-- Exercise input --
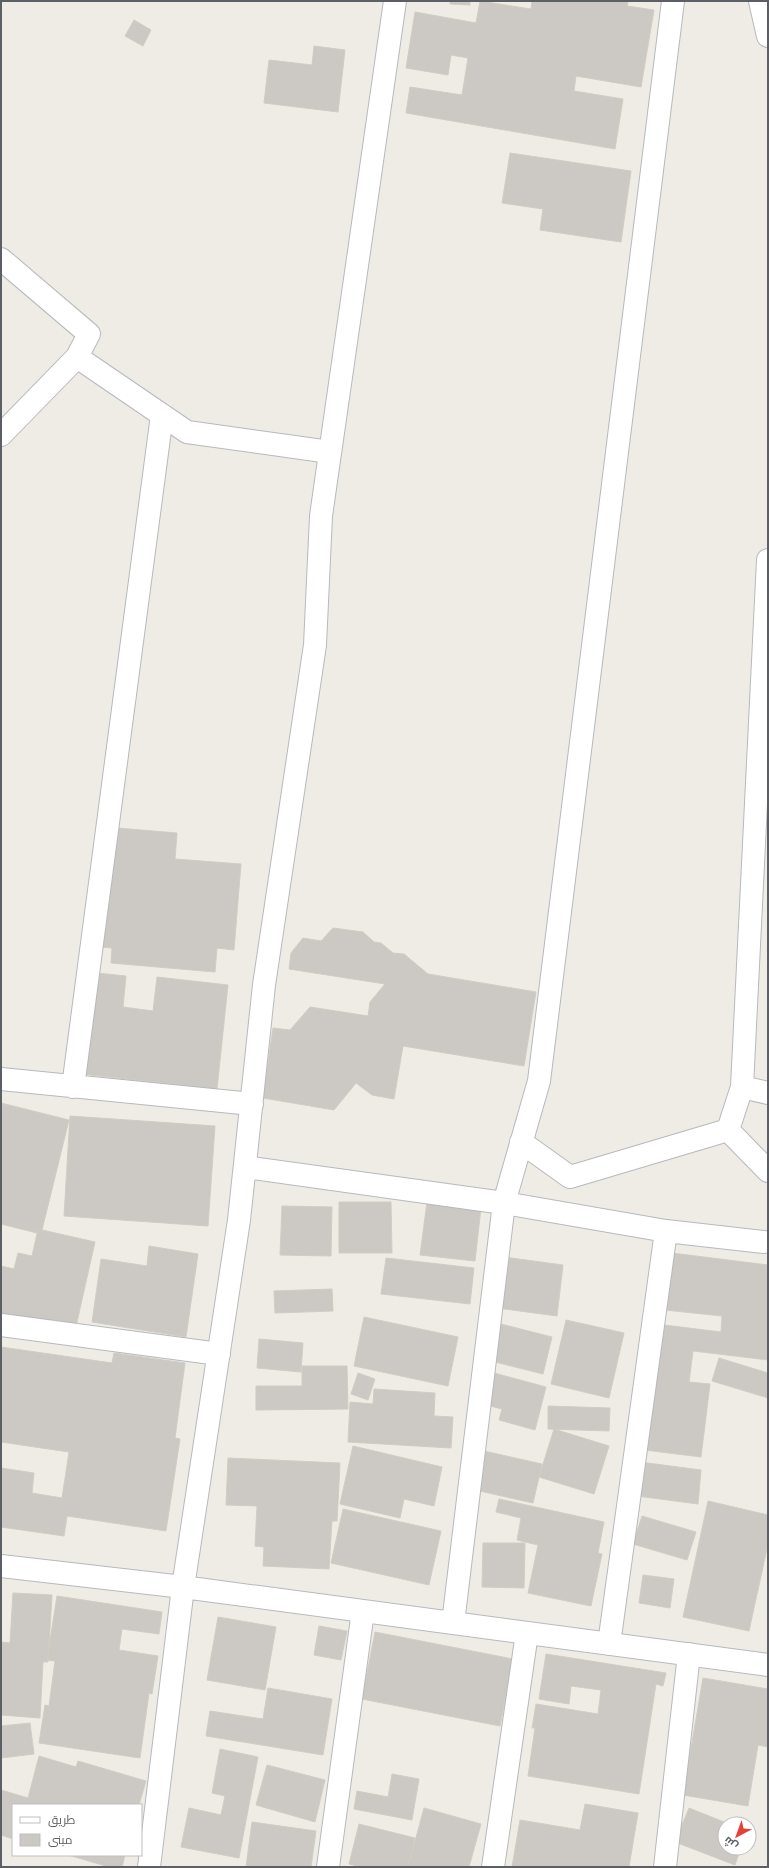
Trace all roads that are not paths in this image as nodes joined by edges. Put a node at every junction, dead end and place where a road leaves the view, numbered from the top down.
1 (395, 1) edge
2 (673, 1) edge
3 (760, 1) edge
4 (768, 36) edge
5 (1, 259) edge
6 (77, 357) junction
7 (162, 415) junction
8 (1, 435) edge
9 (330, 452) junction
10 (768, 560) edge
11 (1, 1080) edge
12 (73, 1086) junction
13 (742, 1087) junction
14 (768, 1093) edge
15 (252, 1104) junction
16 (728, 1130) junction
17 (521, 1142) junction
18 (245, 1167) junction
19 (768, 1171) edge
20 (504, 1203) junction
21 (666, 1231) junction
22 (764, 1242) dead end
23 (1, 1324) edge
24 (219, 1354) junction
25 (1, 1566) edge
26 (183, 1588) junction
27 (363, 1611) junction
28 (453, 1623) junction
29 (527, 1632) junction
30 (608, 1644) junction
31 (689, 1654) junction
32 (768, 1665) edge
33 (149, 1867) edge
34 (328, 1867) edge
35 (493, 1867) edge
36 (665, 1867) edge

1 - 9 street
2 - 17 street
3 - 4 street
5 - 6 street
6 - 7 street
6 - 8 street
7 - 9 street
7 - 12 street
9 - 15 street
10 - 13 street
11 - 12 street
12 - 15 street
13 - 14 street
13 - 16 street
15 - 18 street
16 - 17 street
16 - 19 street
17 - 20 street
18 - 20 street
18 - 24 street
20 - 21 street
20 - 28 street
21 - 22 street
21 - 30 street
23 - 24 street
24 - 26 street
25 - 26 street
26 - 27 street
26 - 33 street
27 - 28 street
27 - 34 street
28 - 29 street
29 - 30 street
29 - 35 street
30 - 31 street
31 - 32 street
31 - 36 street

...

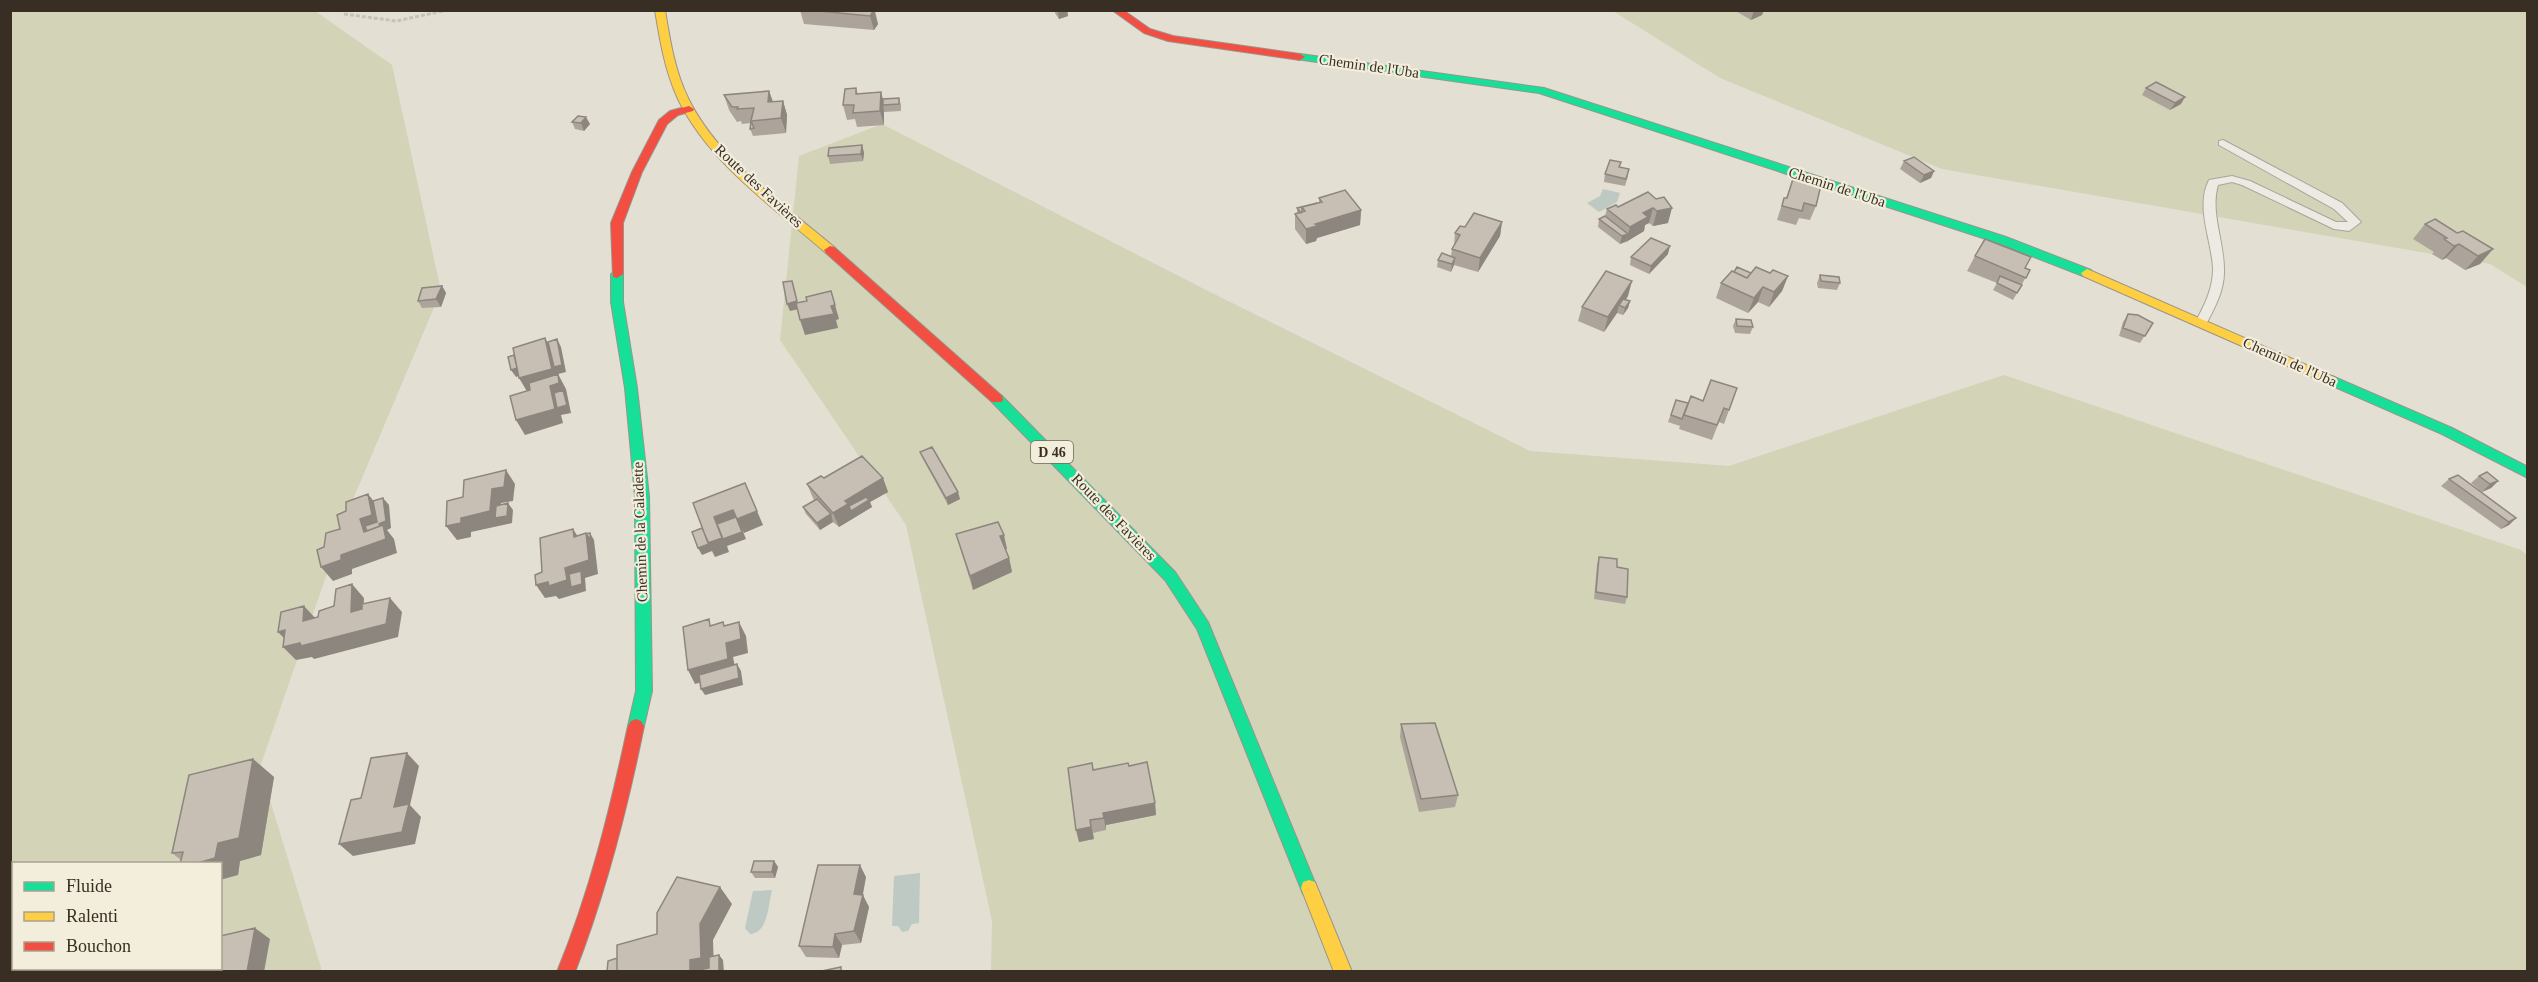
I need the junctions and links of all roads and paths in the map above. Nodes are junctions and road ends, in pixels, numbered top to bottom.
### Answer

...

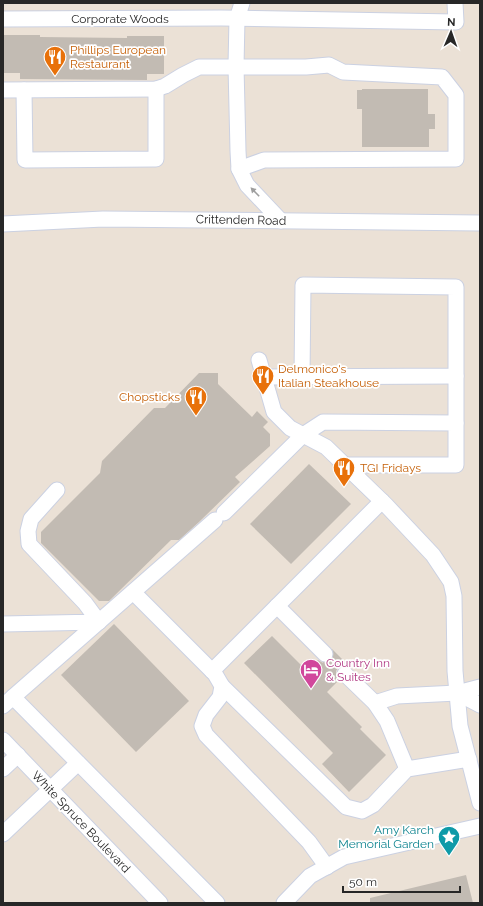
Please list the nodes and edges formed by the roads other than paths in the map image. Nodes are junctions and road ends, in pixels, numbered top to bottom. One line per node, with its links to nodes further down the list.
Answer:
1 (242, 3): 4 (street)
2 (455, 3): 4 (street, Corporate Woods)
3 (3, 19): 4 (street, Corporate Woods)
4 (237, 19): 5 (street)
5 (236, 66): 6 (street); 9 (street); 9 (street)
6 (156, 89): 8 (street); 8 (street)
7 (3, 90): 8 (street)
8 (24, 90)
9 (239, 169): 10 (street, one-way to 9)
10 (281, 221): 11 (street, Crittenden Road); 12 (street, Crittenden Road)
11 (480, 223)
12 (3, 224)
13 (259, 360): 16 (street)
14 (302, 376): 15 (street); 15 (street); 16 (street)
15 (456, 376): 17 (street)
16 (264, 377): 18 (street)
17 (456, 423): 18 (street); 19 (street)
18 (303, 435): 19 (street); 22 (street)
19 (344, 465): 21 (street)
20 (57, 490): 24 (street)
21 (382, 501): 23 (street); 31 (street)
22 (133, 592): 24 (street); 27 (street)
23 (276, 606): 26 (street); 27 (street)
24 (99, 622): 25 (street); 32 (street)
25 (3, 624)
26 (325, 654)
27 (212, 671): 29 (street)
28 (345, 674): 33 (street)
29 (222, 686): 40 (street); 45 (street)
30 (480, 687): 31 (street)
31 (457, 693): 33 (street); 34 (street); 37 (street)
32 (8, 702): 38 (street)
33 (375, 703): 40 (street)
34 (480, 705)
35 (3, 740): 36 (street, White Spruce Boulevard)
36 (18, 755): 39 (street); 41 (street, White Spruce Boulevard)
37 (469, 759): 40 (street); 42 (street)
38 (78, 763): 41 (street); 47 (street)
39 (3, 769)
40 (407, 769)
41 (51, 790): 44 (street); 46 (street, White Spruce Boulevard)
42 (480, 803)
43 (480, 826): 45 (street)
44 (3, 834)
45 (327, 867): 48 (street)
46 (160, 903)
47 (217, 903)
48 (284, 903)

-- What this task involves --
All lines that contain the word "pixels" should be copied from the listing.

-- Output of the task --
I need the junctions and links of all roads and paths in the map above. Nodes are junctions and road ends, in pixels, numbered top to bottom.
Please list the nodes and edges formed by the roads other than paths in the map image. Nodes are junctions and road ends, in pixels, numbered top to bottom. One line per node, with its links to nodes further down the list.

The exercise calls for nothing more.